Exercise aim.
Each entry must appear in the answer exactly as written.
(Source material Opens)
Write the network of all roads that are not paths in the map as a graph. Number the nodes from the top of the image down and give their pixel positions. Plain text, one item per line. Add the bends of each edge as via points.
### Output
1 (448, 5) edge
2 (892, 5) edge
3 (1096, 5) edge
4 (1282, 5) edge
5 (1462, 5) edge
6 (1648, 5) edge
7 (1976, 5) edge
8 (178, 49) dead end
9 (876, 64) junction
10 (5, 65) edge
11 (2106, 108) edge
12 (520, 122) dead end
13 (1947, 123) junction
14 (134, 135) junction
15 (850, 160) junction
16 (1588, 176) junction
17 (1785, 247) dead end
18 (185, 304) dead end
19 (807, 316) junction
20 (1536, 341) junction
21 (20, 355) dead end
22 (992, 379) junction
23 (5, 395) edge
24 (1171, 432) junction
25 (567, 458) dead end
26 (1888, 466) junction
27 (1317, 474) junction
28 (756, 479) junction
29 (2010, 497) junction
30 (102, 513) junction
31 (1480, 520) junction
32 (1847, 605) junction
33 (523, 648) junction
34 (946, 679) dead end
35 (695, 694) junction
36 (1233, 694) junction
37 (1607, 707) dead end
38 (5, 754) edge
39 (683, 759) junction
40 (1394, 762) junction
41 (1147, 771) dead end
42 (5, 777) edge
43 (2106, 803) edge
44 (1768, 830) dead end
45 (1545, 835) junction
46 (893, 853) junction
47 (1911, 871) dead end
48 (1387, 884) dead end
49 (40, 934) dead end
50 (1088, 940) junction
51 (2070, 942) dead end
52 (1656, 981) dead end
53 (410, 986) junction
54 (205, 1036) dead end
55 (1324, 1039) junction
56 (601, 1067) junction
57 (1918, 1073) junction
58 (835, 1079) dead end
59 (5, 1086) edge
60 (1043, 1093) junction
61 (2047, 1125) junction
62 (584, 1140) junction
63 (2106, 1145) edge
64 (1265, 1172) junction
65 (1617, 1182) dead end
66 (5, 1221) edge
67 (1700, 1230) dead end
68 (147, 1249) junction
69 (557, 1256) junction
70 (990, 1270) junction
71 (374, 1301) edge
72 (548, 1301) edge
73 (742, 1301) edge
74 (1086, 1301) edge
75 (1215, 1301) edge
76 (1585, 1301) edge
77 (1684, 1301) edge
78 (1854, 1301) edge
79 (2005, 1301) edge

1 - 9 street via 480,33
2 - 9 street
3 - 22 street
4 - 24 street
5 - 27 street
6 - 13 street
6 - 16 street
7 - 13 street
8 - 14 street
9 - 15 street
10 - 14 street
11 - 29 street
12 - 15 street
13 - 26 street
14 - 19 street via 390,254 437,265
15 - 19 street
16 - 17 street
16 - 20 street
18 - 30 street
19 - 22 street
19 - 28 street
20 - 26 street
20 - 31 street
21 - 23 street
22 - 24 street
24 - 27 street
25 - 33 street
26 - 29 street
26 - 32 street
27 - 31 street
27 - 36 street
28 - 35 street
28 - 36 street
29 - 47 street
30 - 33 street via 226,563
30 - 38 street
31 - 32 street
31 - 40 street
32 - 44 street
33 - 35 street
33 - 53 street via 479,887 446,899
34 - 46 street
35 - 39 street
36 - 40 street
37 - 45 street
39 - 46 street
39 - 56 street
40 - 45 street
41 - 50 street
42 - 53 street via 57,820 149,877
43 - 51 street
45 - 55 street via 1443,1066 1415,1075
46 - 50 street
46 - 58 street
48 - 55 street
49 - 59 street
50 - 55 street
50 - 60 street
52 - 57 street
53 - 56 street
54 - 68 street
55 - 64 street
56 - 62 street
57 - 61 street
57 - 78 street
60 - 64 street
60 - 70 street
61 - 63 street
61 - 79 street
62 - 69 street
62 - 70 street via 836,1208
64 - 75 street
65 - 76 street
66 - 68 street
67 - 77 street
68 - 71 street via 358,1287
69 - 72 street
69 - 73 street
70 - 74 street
(Source material Closes)
Solution for this task.
Write the network of all roads that are not paths in the map as a graph. Number the nodes from the top of the image down and give their pixel positions. Plain text, one item per line. Add the bends of each edge as via points.
### Output
1 (448, 5) edge
2 (892, 5) edge
3 (1096, 5) edge
4 (1282, 5) edge
5 (1462, 5) edge
6 (1648, 5) edge
7 (1976, 5) edge
8 (178, 49) dead end
9 (876, 64) junction
10 (5, 65) edge
11 (2106, 108) edge
12 (520, 122) dead end
13 (1947, 123) junction
14 (134, 135) junction
15 (850, 160) junction
16 (1588, 176) junction
17 (1785, 247) dead end
18 (185, 304) dead end
19 (807, 316) junction
20 (1536, 341) junction
21 (20, 355) dead end
22 (992, 379) junction
23 (5, 395) edge
24 (1171, 432) junction
25 (567, 458) dead end
26 (1888, 466) junction
27 (1317, 474) junction
28 (756, 479) junction
29 (2010, 497) junction
30 (102, 513) junction
31 (1480, 520) junction
32 (1847, 605) junction
33 (523, 648) junction
34 (946, 679) dead end
35 (695, 694) junction
36 (1233, 694) junction
37 (1607, 707) dead end
38 (5, 754) edge
39 (683, 759) junction
40 (1394, 762) junction
41 (1147, 771) dead end
42 (5, 777) edge
43 (2106, 803) edge
44 (1768, 830) dead end
45 (1545, 835) junction
46 (893, 853) junction
47 (1911, 871) dead end
48 (1387, 884) dead end
49 (40, 934) dead end
50 (1088, 940) junction
51 (2070, 942) dead end
52 (1656, 981) dead end
53 (410, 986) junction
54 (205, 1036) dead end
55 (1324, 1039) junction
56 (601, 1067) junction
57 (1918, 1073) junction
58 (835, 1079) dead end
59 (5, 1086) edge
60 (1043, 1093) junction
61 (2047, 1125) junction
62 (584, 1140) junction
63 (2106, 1145) edge
64 (1265, 1172) junction
65 (1617, 1182) dead end
66 (5, 1221) edge
67 (1700, 1230) dead end
68 (147, 1249) junction
69 (557, 1256) junction
70 (990, 1270) junction
71 (374, 1301) edge
72 (548, 1301) edge
73 (742, 1301) edge
74 (1086, 1301) edge
75 (1215, 1301) edge
76 (1585, 1301) edge
77 (1684, 1301) edge
78 (1854, 1301) edge
79 (2005, 1301) edge

1 - 9 street via 480,33
2 - 9 street
3 - 22 street
4 - 24 street
5 - 27 street
6 - 13 street
6 - 16 street
7 - 13 street
8 - 14 street
9 - 15 street
10 - 14 street
11 - 29 street
12 - 15 street
13 - 26 street
14 - 19 street via 390,254 437,265
15 - 19 street
16 - 17 street
16 - 20 street
18 - 30 street
19 - 22 street
19 - 28 street
20 - 26 street
20 - 31 street
21 - 23 street
22 - 24 street
24 - 27 street
25 - 33 street
26 - 29 street
26 - 32 street
27 - 31 street
27 - 36 street
28 - 35 street
28 - 36 street
29 - 47 street
30 - 33 street via 226,563
30 - 38 street
31 - 32 street
31 - 40 street
32 - 44 street
33 - 35 street
33 - 53 street via 479,887 446,899
34 - 46 street
35 - 39 street
36 - 40 street
37 - 45 street
39 - 46 street
39 - 56 street
40 - 45 street
41 - 50 street
42 - 53 street via 57,820 149,877
43 - 51 street
45 - 55 street via 1443,1066 1415,1075
46 - 50 street
46 - 58 street
48 - 55 street
49 - 59 street
50 - 55 street
50 - 60 street
52 - 57 street
53 - 56 street
54 - 68 street
55 - 64 street
56 - 62 street
57 - 61 street
57 - 78 street
60 - 64 street
60 - 70 street
61 - 63 street
61 - 79 street
62 - 69 street
62 - 70 street via 836,1208
64 - 75 street
65 - 76 street
66 - 68 street
67 - 77 street
68 - 71 street via 358,1287
69 - 72 street
69 - 73 street
70 - 74 street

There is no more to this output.